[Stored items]
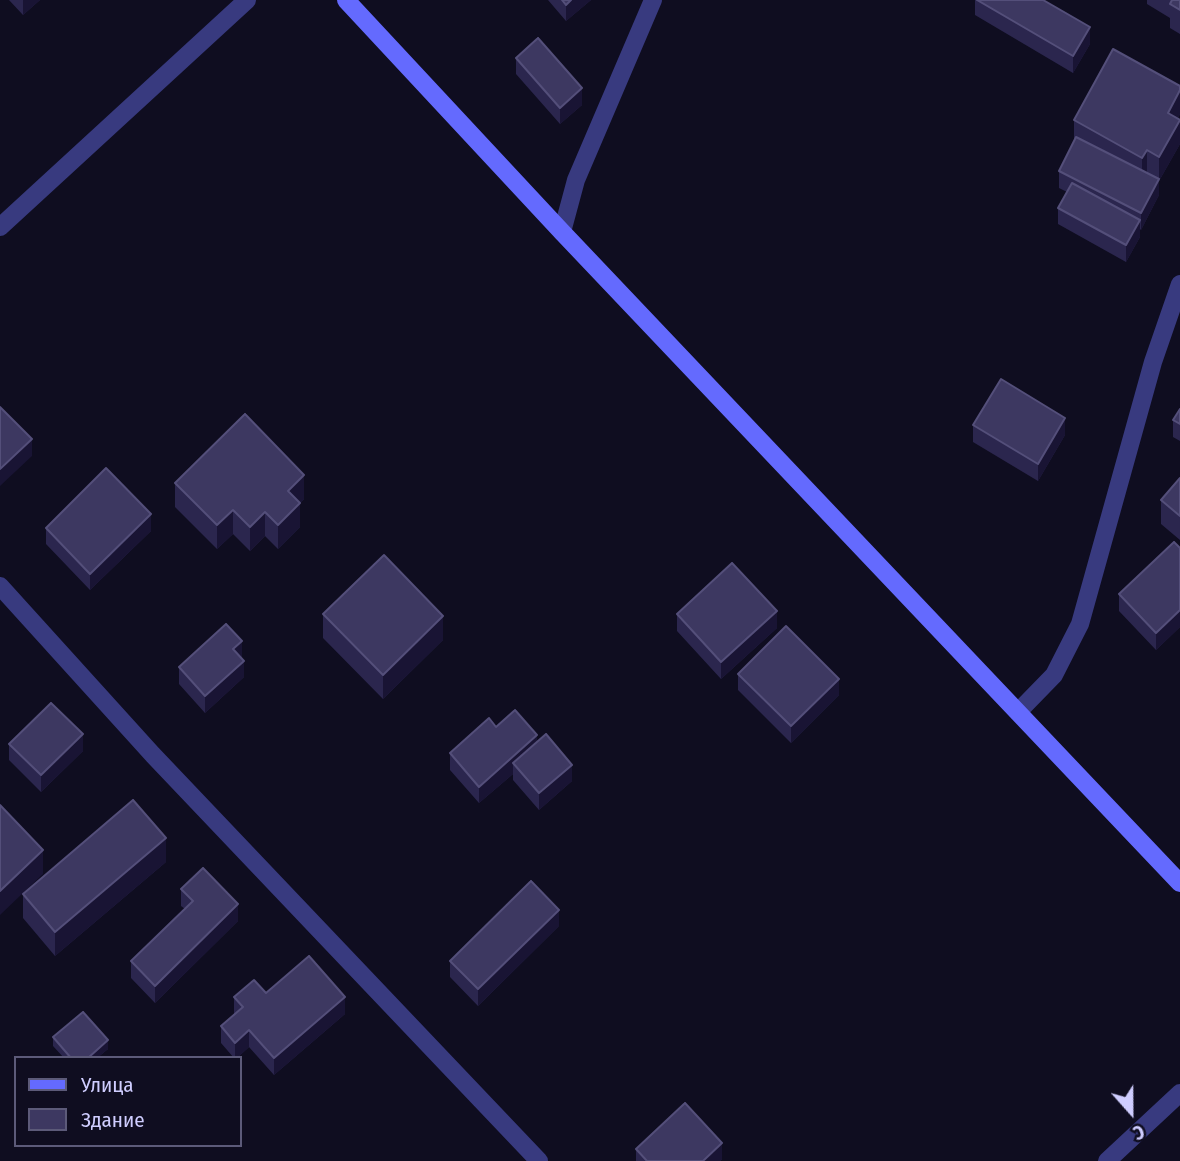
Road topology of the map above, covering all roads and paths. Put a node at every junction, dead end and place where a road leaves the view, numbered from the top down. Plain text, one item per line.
1 (247, 0) edge
2 (346, 0) edge
3 (653, 0) edge
4 (0, 227) edge
5 (562, 232) junction
6 (1180, 284) edge
7 (0, 586) edge
8 (1018, 712) junction
9 (1180, 883) edge
10 (1180, 1093) edge
11 (539, 1161) edge
12 (1107, 1161) edge

1 - 4 street
2 - 5 street
3 - 5 street
5 - 8 street
6 - 8 street
7 - 11 street
8 - 9 street
10 - 12 street

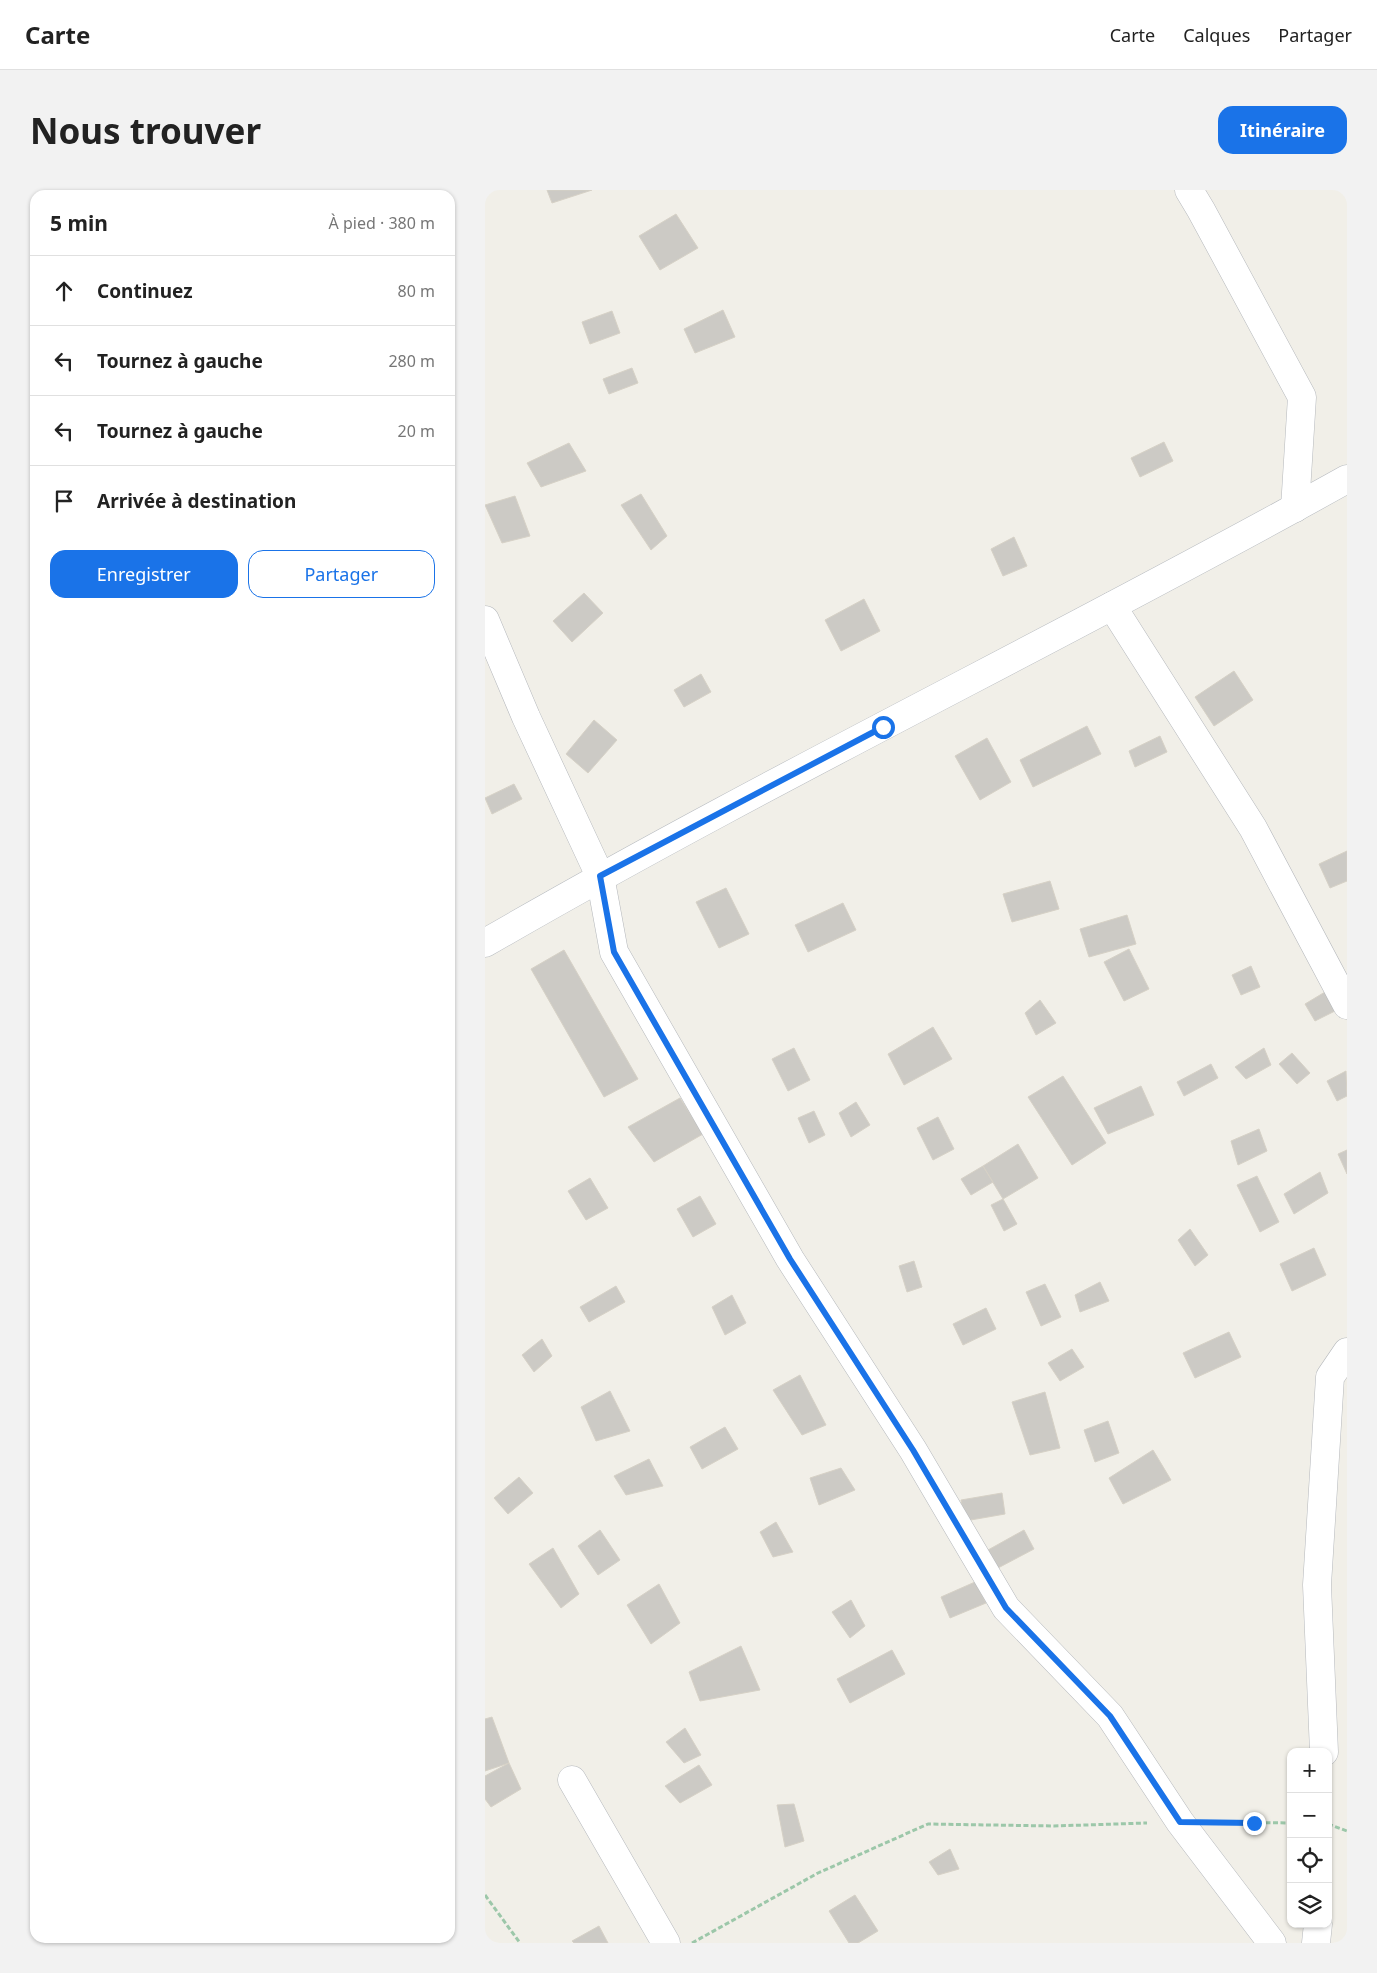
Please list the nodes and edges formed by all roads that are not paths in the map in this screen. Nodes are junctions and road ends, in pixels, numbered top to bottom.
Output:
1 (1189, 190) edge
2 (1347, 479) edge
3 (1295, 508) junction
4 (1112, 606) junction
5 (485, 620) edge
6 (600, 876) junction
7 (485, 943) edge
8 (1347, 1005) edge
9 (1347, 1352) edge
10 (1324, 1748) edge
11 (572, 1780) dead end
12 (1318, 1928) edge
13 (666, 1943) edge
14 (1272, 1943) edge
15 (1316, 1943) edge

1 - 3 street
2 - 3 street
3 - 4 street
4 - 6 street
4 - 8 street
5 - 6 street
6 - 7 street
6 - 14 street
9 - 10 street
11 - 13 street
12 - 15 street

TASK DESCRIPTION: Write out exactly the final stretch of the records: the line containing "Please list the" and every line after it, through the last, and nothing else.

REPLY:
Please list the nodes and edges formed by all roads that are not paths in the map in this screen. Nodes are junctions and road ends, in pixels, numbered top to bottom.
Output:
1 (1189, 190) edge
2 (1347, 479) edge
3 (1295, 508) junction
4 (1112, 606) junction
5 (485, 620) edge
6 (600, 876) junction
7 (485, 943) edge
8 (1347, 1005) edge
9 (1347, 1352) edge
10 (1324, 1748) edge
11 (572, 1780) dead end
12 (1318, 1928) edge
13 (666, 1943) edge
14 (1272, 1943) edge
15 (1316, 1943) edge

1 - 3 street
2 - 3 street
3 - 4 street
4 - 6 street
4 - 8 street
5 - 6 street
6 - 7 street
6 - 14 street
9 - 10 street
11 - 13 street
12 - 15 street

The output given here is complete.